WHAT YOU WILL DO:
Going through the data below, copy out each line where the word "Lagos" shows up.
─── DATA SHOWN
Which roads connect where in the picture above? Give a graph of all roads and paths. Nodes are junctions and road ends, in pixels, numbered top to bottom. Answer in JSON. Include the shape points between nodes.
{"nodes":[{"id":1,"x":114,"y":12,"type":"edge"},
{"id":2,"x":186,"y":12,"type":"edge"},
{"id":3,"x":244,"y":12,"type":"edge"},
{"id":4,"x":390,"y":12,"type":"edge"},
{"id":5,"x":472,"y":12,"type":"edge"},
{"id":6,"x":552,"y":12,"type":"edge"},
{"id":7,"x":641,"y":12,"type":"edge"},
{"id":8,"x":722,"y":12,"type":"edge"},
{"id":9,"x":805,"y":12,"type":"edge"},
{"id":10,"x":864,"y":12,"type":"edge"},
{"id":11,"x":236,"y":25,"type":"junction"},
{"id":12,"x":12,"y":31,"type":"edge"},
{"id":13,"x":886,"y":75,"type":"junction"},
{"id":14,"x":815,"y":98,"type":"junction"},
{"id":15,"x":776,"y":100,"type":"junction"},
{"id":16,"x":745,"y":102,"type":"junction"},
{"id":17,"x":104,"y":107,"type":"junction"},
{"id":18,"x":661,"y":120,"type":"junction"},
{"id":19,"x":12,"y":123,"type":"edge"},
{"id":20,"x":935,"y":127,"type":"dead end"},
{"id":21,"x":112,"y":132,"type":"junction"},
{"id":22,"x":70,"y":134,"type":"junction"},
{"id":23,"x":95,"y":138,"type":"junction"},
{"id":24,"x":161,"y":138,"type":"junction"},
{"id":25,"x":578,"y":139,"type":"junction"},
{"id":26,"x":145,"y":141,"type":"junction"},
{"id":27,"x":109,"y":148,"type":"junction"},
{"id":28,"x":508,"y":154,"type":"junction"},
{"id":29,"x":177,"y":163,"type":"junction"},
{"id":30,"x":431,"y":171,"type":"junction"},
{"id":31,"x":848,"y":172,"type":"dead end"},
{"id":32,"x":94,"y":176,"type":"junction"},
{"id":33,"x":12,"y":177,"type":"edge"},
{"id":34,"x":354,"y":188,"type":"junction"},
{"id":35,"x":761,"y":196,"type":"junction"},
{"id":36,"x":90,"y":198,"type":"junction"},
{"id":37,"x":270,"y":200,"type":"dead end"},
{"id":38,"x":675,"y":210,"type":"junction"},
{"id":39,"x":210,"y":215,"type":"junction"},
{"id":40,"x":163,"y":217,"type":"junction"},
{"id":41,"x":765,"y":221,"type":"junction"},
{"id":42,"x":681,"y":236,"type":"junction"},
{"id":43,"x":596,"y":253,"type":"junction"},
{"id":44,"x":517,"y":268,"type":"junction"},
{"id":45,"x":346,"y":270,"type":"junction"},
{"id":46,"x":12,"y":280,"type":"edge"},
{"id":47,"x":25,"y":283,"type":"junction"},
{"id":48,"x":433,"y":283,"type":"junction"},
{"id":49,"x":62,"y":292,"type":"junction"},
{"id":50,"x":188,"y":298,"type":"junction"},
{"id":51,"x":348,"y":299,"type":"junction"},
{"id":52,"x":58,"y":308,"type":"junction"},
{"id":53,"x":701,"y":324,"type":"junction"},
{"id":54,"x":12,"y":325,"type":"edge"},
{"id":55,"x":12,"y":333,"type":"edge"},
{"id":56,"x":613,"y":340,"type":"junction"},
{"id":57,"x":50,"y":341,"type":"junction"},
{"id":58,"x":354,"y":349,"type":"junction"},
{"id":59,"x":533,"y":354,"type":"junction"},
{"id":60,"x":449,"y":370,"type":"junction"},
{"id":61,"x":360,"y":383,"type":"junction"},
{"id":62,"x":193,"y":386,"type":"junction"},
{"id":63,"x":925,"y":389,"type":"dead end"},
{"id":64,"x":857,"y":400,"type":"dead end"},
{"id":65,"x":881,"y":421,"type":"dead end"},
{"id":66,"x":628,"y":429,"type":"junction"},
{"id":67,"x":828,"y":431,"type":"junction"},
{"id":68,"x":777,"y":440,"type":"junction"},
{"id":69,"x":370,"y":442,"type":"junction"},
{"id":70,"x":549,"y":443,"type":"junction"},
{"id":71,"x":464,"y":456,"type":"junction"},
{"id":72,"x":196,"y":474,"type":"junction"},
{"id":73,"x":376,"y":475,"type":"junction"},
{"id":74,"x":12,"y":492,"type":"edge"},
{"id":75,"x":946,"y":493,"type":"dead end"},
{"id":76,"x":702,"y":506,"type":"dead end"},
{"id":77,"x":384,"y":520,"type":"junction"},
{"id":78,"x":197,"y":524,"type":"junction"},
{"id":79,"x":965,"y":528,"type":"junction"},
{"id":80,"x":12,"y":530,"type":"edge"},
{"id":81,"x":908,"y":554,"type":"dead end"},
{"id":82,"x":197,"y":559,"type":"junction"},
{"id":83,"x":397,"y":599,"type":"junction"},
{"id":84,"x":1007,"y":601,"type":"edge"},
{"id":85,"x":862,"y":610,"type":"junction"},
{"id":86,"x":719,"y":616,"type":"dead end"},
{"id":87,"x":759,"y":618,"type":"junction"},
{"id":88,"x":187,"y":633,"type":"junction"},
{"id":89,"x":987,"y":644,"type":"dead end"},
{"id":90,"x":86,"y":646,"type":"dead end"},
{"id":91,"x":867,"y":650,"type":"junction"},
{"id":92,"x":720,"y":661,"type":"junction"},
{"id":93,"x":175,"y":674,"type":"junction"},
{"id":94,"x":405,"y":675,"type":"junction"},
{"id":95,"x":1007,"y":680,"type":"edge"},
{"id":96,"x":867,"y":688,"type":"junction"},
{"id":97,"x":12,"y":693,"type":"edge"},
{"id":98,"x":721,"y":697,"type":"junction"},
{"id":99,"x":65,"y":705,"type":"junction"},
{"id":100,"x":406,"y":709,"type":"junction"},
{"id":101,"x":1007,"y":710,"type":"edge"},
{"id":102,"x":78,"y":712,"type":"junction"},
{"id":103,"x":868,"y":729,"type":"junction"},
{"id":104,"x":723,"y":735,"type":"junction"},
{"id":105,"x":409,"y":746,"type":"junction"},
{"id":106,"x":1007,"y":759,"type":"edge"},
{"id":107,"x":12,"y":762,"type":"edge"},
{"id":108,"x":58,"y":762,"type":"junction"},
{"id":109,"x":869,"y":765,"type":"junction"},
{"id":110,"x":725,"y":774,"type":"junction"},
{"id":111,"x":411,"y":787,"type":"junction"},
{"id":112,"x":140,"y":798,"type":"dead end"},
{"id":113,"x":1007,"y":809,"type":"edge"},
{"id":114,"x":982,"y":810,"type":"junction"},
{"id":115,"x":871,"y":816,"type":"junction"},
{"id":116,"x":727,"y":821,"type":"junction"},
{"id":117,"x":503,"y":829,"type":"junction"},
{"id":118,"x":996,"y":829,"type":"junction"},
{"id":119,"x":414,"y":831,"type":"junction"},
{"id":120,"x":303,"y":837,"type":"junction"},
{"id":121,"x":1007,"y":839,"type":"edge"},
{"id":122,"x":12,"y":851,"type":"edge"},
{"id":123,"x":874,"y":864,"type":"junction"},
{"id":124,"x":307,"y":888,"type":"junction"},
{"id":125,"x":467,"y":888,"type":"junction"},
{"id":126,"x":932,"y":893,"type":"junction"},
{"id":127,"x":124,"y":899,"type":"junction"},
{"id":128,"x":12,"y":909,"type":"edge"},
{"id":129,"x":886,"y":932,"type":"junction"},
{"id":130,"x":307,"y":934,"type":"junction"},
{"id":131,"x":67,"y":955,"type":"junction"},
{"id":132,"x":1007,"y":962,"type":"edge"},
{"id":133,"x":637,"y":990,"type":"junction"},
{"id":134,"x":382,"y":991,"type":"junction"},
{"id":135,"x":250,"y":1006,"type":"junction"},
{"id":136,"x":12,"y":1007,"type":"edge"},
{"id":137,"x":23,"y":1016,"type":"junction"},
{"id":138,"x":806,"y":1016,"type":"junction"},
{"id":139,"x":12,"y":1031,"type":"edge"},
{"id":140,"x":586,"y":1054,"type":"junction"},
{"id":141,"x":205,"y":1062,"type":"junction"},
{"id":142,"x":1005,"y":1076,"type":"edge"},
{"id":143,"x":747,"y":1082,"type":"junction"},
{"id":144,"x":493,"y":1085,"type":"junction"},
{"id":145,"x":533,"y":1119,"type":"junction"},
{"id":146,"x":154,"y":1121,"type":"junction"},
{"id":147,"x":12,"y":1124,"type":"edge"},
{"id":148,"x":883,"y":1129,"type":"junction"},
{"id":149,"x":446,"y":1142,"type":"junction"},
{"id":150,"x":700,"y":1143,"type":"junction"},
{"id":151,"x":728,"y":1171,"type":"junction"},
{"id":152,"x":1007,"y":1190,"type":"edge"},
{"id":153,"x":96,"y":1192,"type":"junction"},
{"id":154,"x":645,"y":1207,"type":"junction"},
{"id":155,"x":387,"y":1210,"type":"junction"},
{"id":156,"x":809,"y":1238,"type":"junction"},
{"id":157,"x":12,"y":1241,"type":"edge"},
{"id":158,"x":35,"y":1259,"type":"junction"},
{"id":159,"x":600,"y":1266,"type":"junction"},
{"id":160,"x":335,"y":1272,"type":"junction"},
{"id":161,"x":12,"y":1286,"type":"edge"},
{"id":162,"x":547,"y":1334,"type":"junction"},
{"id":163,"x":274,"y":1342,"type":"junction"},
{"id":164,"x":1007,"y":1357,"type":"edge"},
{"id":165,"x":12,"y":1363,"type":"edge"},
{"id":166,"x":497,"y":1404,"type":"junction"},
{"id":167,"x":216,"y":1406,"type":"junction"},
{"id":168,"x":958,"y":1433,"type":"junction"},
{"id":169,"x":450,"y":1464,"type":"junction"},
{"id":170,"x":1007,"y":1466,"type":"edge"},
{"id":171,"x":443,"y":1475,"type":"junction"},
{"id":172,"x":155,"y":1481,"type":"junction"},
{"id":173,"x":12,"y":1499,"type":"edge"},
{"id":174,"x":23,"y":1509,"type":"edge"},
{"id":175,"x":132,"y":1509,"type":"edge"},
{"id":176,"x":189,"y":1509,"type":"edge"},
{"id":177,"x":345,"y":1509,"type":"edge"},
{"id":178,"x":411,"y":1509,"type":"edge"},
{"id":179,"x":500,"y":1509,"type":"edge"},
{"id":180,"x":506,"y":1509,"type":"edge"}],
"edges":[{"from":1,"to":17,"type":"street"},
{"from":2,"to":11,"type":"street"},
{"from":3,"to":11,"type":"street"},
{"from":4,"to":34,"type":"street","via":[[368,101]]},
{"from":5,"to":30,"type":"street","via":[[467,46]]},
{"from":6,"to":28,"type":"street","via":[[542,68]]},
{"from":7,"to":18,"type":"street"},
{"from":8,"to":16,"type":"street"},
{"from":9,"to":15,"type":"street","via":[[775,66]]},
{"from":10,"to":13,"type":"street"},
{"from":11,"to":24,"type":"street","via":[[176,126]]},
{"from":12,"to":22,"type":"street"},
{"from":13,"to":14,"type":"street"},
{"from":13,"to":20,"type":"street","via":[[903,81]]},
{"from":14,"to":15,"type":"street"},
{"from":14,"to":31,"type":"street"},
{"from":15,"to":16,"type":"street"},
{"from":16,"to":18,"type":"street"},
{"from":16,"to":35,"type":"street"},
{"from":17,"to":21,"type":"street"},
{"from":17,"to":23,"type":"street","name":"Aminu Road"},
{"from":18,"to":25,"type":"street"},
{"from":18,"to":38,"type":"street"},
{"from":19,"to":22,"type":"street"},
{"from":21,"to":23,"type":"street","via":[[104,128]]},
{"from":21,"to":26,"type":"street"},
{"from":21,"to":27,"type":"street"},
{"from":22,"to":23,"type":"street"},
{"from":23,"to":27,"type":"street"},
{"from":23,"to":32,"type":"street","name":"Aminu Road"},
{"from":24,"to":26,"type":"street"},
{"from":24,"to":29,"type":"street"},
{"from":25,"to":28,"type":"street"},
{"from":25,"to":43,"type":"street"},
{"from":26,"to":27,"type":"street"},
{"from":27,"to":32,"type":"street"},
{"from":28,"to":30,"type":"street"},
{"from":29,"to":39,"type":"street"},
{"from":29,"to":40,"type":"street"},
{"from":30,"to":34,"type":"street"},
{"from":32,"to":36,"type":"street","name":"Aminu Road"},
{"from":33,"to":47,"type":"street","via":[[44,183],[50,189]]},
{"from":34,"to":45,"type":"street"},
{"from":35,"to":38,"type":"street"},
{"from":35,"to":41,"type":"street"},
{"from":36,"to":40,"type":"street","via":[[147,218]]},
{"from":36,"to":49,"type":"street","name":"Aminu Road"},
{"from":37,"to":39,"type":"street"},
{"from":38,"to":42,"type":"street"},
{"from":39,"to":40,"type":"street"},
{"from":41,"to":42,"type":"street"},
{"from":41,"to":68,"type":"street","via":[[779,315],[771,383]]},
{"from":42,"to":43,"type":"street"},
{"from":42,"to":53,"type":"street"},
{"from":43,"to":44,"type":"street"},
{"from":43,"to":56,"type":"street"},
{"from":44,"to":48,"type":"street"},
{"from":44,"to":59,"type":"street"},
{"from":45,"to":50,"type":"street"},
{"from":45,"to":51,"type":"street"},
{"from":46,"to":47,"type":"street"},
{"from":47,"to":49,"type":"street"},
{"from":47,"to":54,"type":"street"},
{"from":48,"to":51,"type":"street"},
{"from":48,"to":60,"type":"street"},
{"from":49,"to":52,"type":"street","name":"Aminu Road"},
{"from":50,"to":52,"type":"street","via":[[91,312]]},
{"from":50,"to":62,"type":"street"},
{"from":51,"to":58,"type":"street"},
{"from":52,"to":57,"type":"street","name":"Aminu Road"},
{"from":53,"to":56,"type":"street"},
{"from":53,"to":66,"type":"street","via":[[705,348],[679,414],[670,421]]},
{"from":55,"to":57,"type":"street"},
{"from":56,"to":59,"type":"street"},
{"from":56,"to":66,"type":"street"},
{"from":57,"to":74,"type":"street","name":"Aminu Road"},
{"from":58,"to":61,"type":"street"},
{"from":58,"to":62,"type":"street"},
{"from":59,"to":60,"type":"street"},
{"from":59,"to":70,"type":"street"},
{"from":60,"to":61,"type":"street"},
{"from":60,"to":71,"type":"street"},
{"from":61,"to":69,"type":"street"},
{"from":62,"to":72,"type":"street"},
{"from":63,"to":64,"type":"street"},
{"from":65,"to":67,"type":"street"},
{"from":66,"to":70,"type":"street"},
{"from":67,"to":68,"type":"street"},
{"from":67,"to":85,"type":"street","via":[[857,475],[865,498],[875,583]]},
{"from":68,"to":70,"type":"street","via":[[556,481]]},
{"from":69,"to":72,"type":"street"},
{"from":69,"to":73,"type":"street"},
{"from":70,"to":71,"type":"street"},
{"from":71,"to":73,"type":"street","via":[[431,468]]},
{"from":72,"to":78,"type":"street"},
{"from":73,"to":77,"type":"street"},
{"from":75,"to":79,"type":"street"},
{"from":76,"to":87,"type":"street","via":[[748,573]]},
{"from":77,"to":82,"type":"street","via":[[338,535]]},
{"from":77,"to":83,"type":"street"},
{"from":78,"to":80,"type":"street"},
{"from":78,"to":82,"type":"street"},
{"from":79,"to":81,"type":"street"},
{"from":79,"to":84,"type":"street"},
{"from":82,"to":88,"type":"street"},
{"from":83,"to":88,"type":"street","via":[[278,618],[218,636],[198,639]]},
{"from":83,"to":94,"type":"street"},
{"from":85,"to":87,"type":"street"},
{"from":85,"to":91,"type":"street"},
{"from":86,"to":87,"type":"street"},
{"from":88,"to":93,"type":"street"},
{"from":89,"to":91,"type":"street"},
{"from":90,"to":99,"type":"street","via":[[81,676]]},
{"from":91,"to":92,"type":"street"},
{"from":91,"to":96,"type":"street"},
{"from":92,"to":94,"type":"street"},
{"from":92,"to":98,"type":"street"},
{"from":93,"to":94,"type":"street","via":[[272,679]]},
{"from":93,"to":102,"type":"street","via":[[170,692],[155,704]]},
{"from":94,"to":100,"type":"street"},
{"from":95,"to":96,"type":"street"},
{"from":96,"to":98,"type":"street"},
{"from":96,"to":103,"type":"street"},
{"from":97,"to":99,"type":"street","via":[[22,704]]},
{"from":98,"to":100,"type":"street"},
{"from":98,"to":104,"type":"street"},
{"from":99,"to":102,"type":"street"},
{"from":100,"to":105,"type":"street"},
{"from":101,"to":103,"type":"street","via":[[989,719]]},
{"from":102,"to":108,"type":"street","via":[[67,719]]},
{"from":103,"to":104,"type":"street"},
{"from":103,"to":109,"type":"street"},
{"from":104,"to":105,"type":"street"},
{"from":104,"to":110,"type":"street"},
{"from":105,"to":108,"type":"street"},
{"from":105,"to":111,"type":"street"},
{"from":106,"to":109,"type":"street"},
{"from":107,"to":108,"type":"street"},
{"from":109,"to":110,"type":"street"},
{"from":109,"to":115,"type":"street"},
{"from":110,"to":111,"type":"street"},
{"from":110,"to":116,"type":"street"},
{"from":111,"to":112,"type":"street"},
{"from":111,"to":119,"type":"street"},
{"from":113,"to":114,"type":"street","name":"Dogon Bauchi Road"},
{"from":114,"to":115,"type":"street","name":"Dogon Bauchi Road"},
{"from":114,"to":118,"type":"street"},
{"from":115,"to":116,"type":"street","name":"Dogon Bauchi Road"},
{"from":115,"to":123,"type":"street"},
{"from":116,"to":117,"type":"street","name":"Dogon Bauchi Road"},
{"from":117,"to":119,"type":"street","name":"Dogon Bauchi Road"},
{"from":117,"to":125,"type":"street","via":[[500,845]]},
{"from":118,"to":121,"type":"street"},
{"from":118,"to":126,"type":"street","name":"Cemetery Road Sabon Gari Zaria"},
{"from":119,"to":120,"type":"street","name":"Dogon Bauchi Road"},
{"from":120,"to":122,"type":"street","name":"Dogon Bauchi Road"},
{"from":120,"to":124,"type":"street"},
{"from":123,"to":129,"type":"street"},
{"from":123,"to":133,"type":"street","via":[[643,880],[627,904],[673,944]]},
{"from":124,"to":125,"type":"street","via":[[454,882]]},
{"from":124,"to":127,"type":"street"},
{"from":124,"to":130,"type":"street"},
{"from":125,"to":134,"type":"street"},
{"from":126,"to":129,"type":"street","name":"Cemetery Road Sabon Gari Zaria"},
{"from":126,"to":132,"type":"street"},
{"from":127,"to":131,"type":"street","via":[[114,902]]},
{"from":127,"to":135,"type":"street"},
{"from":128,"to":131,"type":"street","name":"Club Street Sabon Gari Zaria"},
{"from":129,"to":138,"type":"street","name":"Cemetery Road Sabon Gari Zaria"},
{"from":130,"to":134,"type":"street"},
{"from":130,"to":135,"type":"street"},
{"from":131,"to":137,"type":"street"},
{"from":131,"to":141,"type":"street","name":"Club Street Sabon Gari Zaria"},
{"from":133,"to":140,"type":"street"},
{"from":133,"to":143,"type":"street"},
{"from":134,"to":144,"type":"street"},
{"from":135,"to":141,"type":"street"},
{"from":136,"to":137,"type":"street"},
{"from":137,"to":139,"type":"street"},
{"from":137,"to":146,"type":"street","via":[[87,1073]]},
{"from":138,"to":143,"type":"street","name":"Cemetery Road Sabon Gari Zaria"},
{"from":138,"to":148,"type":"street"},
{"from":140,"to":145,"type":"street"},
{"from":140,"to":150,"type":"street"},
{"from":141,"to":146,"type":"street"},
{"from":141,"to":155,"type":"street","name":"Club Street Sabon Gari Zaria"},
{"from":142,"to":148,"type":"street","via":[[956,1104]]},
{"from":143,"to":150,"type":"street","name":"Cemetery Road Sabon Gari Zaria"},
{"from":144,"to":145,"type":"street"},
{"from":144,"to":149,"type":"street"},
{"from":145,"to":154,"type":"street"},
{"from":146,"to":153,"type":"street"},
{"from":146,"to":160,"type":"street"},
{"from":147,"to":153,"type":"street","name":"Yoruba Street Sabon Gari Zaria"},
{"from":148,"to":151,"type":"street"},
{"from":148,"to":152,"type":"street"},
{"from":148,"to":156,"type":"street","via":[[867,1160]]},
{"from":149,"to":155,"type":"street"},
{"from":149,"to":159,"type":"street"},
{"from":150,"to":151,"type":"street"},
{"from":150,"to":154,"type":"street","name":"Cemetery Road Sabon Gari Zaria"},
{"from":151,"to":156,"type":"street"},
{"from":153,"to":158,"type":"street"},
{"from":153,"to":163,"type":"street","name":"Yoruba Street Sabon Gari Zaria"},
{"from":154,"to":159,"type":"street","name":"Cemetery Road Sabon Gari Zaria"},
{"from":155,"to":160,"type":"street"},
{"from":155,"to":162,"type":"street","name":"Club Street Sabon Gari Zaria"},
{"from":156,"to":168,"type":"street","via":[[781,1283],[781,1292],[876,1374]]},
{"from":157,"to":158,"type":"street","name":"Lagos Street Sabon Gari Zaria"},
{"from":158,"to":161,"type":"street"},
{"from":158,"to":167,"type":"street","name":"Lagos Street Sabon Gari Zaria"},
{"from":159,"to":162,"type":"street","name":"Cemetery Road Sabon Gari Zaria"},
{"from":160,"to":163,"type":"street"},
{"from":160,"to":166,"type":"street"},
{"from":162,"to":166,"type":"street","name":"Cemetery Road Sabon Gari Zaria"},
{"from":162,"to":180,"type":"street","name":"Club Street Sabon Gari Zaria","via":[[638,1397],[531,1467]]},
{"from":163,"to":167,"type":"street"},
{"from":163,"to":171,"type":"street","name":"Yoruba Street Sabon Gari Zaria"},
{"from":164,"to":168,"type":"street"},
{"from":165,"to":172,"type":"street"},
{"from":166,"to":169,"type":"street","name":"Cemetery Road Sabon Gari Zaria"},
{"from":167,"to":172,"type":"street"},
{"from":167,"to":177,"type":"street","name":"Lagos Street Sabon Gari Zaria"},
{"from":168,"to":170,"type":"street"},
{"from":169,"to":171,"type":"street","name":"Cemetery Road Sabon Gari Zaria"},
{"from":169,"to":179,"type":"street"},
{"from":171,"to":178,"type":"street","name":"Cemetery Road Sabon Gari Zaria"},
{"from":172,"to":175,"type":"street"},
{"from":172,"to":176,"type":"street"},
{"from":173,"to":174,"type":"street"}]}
──────
SOLUTION TO THE EXERCISE:
{"from":157,"to":158,"type":"street","name":"Lagos Street Sabon Gari Zaria"},
{"from":158,"to":167,"type":"street","name":"Lagos Street Sabon Gari Zaria"},
{"from":167,"to":177,"type":"street","name":"Lagos Street Sabon Gari Zaria"},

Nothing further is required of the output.